Лихоморье. Тайны ледяного подземелья - Полина Луговцова
Лучше бы я не видел эту карту! Надпись «Лукоморье» сразу бросилась мне в глаза, как только мой гость расстелил ее на столе после того, как мы поужинали, и я спросил, далеко ли он держит путь. Читать я умел неплохо и знал алфавит не только славянский, но и латинский – в нашей новой церкви бесплатно давали уроки грамоты всем желающим; поэтому я увидел, что место, помеченное, как Лукоморье, находится рядом с Мангазеей, куда направлялся купец, – расстояние между ними было всего в полмизинца. Я спросил, далеко ли до Мангазеи от нашего хутора, названия которого на карте не нашел. Купец сказал, что добирался оттуда до ближайшего к нам города сто дней, но при этом сделал три недельные остановки в других городах, где продавал «мягкую рухлядь» – так он называл пушнину. Я тут же прикинул: если выйти из хутора с началом весны, к зиме можно будет добраться до Лукоморья. Это была просто шальная мысль, но вскоре она проросла в моей голове, опутав корнями весь разум, и превратилась в наваждение.
Купец даже обрадовался, когда узнал о моих планах дойти до Лукоморья, и принялся расписывать лукоморские красоты. Его рассказы совпадали с тем, что я знал о Лукоморье из русских народных сказок и легенд. «Там синее море и ясное солнце, круглый год цветут сады и порхают люди-птицы! Там исполняются мечты и утоляются все печали!» – говорил торговец, все больше подкрепляя во мне желание сорваться с места как можно скорее. Он готов был задержаться на хуторе для того, чтобы я успел подготовиться к дальней дороге и мы могли бы выдвинуться вместе, а также пообещал проводить меня до самого Лукоморья, заверив, что это его не затруднит, потому что от Мангазеи до него совсем недалеко. И добавил по секрету, что найти это место может не каждый – дурным людям вроде тех разбойников, что давеча гнались за ним, туда ходу нет.
Когда все было спланировано, я сообщил своей жене о предстоящем путешествии. Вначале она попыталась меня отговорить, но, увидев мою решимость, тоже засобиралась в путь, да еще разнесла эту новость по всему хутору, и так получилось, что в назначенный день с нами вышли почти все жители.

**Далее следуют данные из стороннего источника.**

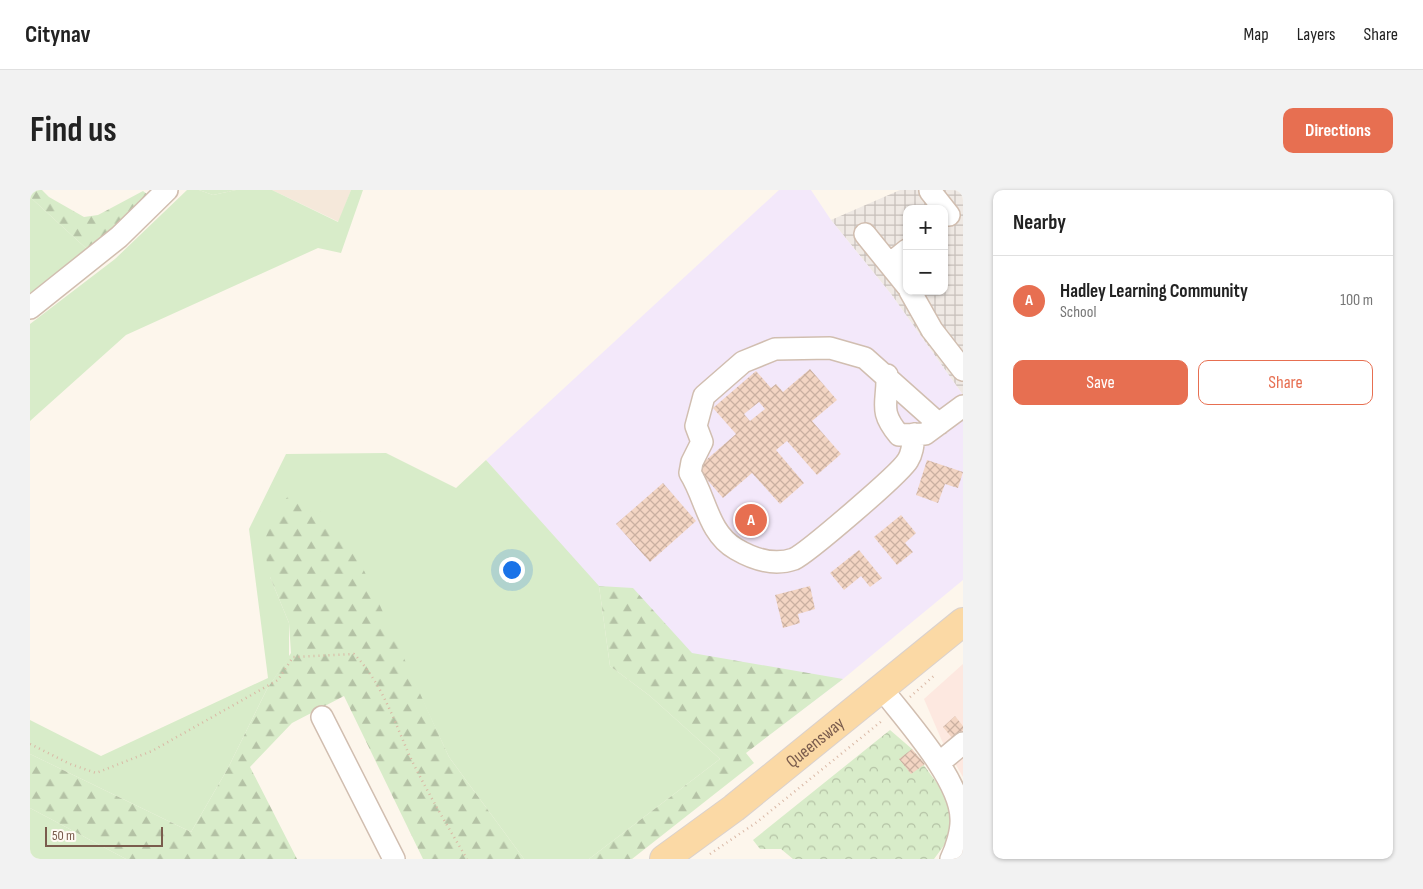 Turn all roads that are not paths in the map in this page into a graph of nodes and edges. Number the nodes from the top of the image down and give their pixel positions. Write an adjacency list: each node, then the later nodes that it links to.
1 (167, 190): 8 (street)
2 (930, 191): 3 (street)
3 (952, 212)
4 (865, 234): 5 (street)
5 (899, 256): 6 (street)
6 (903, 271)
7 (912, 295): 9 (street)
8 (30, 308)
9 (963, 370)
10 (887, 375): 12 (street); 13 (street); 13 (street)
11 (963, 406): 12 (street)
12 (939, 424): 13 (street)
13 (914, 434)
14 (963, 622): 15 (main road, Queensway)
15 (890, 699): 18 (street); 21 (main road, Queensway)
16 (322, 717): 20 (street)
17 (963, 743): 18 (street)
18 (939, 763): 19 (street)
19 (962, 818): 22 (street)
20 (394, 859)
21 (664, 859)
22 (951, 859)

Остались лишь древние старики. Наблюдая за нашими сборами, они крутили пальцем у виска и ворчали что-то предостерегающее, но их никто не слушал. Когда мы уходили, они стояли у своих домов и смотрели нам вслед. Их лица начисто стерлись из моей памяти, но эти взгляды я помню до сих пор: так смотрят на сумасшедших – с жалостью и брезгливостью. Лишь спустя годы мне захотелось узнать, что они пытались сказать нам.
Май-август 1720 года
В первый день пути в нашем отряде насчитывалось двести человек. Однажды кто-то назвал нас общиной, а меня – Мастером. Пришлось согласиться, раз уж я был зачинщиком всего предприятия. Это прозвище сопровождало меня доныне, в отличие от имени, которое вместе с годом рождения я менял не единожды. Но я вновь забегаю вперед.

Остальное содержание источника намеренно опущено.